74°F
weather icon Mostly Clear

EDITORIAL: Paring the red tape limiting infrastructure projects

Since the onset of the Trump administration, Beltway Democrats and Republicans have talked a lot about infrastructure improvements as an area of potential bipartisan compromise. So far, however, it’s been just that: talk. Perhaps an announcement last week from the president will finally jump-start such a bill.

“America’s most critical infrastructure projects have been tied up and bogged down by an outrageously slow and burdensome federal approval process,” Donald Trump said last Thursday. “The builders are not happy. Nobody is happy. It takes 20 years. It takes 30 years. It takes numbers that nobody would even believe.”

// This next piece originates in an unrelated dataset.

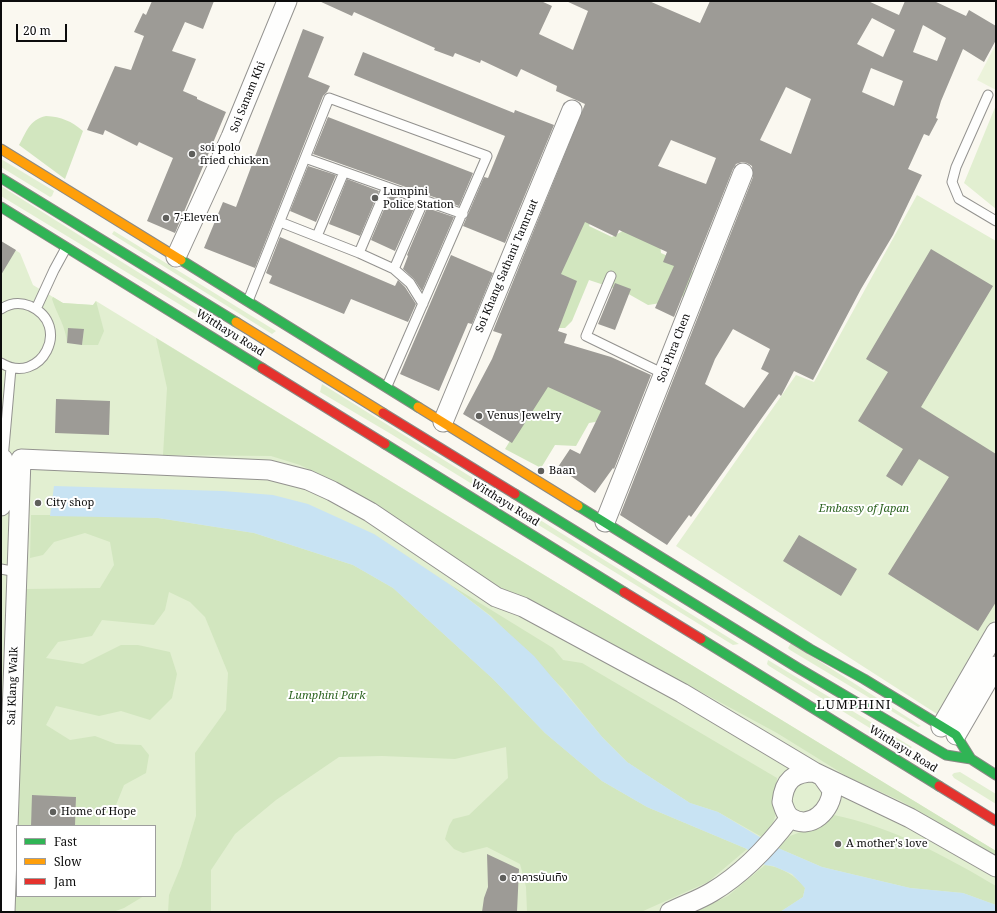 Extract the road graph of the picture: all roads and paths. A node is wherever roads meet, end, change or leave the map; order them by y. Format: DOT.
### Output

Mr. Trump is not exaggerating. It took one year to build the Empire State Building, four years to build the Golden Gate Bridge and six years to complete the Hoover Dam. Today, thanks to myriad different permitting requirements and the inevitable lawsuits, it would be a miracle if the feds could lay down a 10-mile stretch of highway without long delays. As the president pointed out, it took more than two decades to complete reviews for a new runway at the Seattle airport.

Mr. Trump’s proposal would amend regulations governing the 1969 National Environmental Policy Act, which mandates that federal agencies compile reviews to determine how projects will affect the environment. The White House notes that the average environmental review takes 4.5 years and typically runs past 600 pages. The president envisions a two-year time limit for major reviews and a one-year limit for smaller projects. The plan would also require increased collaboration when multiple agencies are involved.

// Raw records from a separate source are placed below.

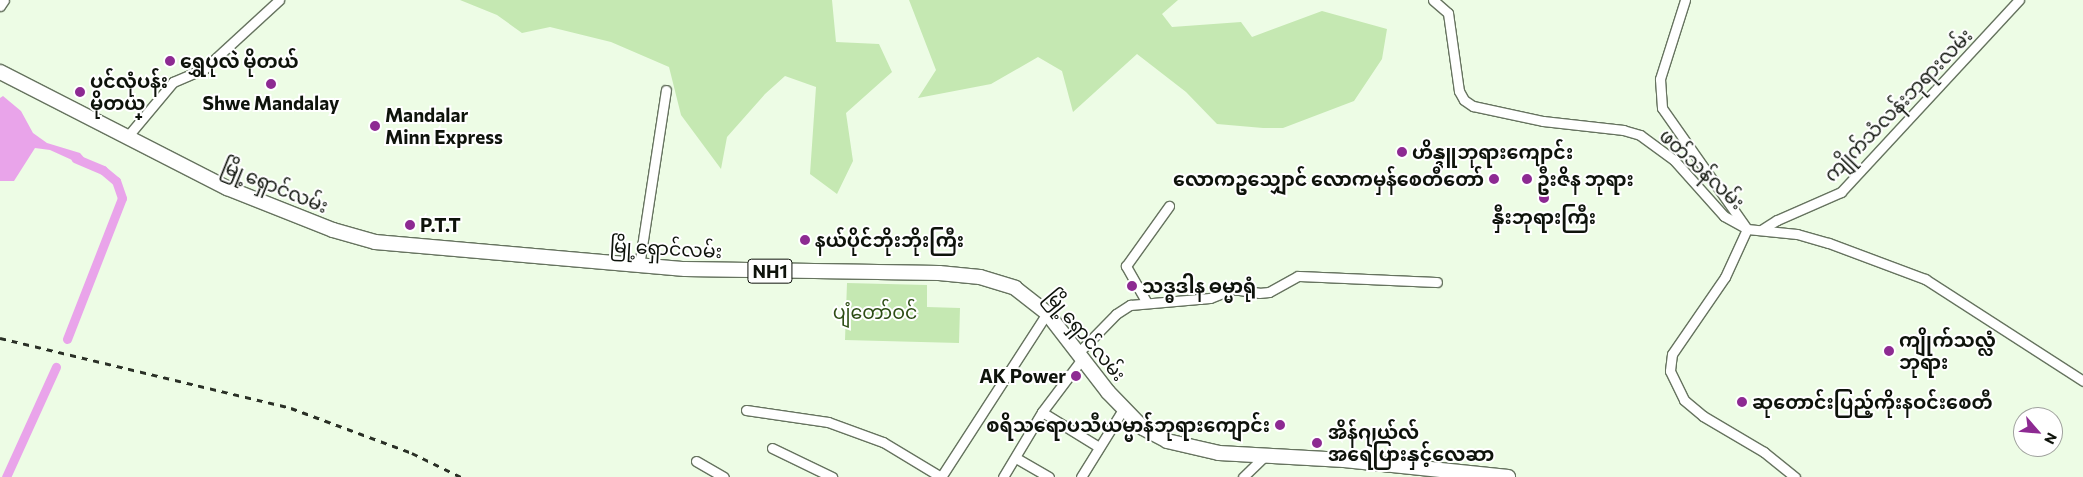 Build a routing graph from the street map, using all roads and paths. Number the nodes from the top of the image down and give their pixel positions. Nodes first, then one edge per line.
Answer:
1 (4, 0) edge
2 (279, 0) edge
3 (1433, 0) edge
4 (1685, 0) edge
5 (2019, 0) edge
6 (0, 6) edge
7 (0, 72) edge
8 (666, 90) dead end
9 (127, 137) junction
10 (1169, 206) dead end
11 (1747, 229) junction
12 (1761, 230) junction
13 (638, 266) junction
14 (1437, 282) dead end
15 (1147, 303) junction
16 (1047, 313) junction
17 (1080, 356) junction
18 (2083, 381) edge
19 (1124, 408) junction
20 (746, 410) dead end
21 (1042, 412) junction
22 (1099, 447) junction
23 (772, 448) dead end
24 (1265, 456) junction
25 (1016, 458) junction
26 (696, 461) dead end
27 (1426, 473) edge
28 (1484, 475) edge
29 (724, 477) edge
30 (832, 477) edge
31 (941, 477) edge
32 (1004, 477) edge
33 (1049, 477) edge
34 (1081, 477) edge
35 (1243, 477) edge
36 (1508, 477) edge
37 (1795, 477) edge

1 - 6 street
2 - 9 street
3 - 11 street, ဖတ်သန်လမ်း
4 - 11 street
5 - 12 street, ကျိုက်သံလန်းဘုရားလမ်း
7 - 9 highway, မြို့ရှောင်လမ်း / NH1
8 - 13 street
9 - 13 highway, မြို့ရှောင်လမ်း / NH1
10 - 15 street
11 - 12 street, ဖတ်သန်လမ်း
11 - 37 street
12 - 18 street, ဖတ်သန်လမ်း
13 - 16 highway, မြို့ရှောင်လမ်း / NH1
14 - 15 street
15 - 17 street
16 - 17 highway, မြို့ရှောင်လမ်း / NH1
16 - 31 street
17 - 19 highway, မြို့ရှောင်လမ်း / NH1
17 - 21 street
19 - 22 street
19 - 24 highway, မြို့ရှောင်လမ်း / NH1
20 - 31 street
21 - 22 street
21 - 25 street
22 - 34 street
23 - 30 street
24 - 27 highway, မြို့ရှောင်လမ်း / NH1
24 - 35 street
25 - 32 street
25 - 33 street
26 - 29 street
27 - 28 highway, မြို့ရှောင်လမ်း / NH1
28 - 36 highway, မြို့ရှောင်လမ်း / NH1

Currently, “Each agency has to do a separate review, and in most cases, one had to finish a review before another one could start it,” notes Baruch Feigenbaum, a transportation researcher for the Reason Foundation. Mr. Feigenbaum also points out that the current process invites excessive litigation. Activist groups “can try to run out the clock for years by filing ridiculous lawsuits that have nothing to do with environmental protection.”

Predictably, some extreme greens and Democrats argue the administration is ignoring global warming while trying to scuttle environmental protections in order to sate evil capitalists and polluters. That’s absurd. Streamlining the process to improve efficiencies and lower costs is simple common sense and can be done in concert with reasonable environmental analysis.

Reports of America’s “crumbling” infrastructure may be exaggerated, but the nation no doubt has a host of important work that needs to be done to enhance and maintain its transportation networks. The current process, Mr. Trump noted correctly, is a “dysfunctional bureaucratic system” that creates “massive obstructions.” Any effort to pare back the endless rolls of red tape deserves support.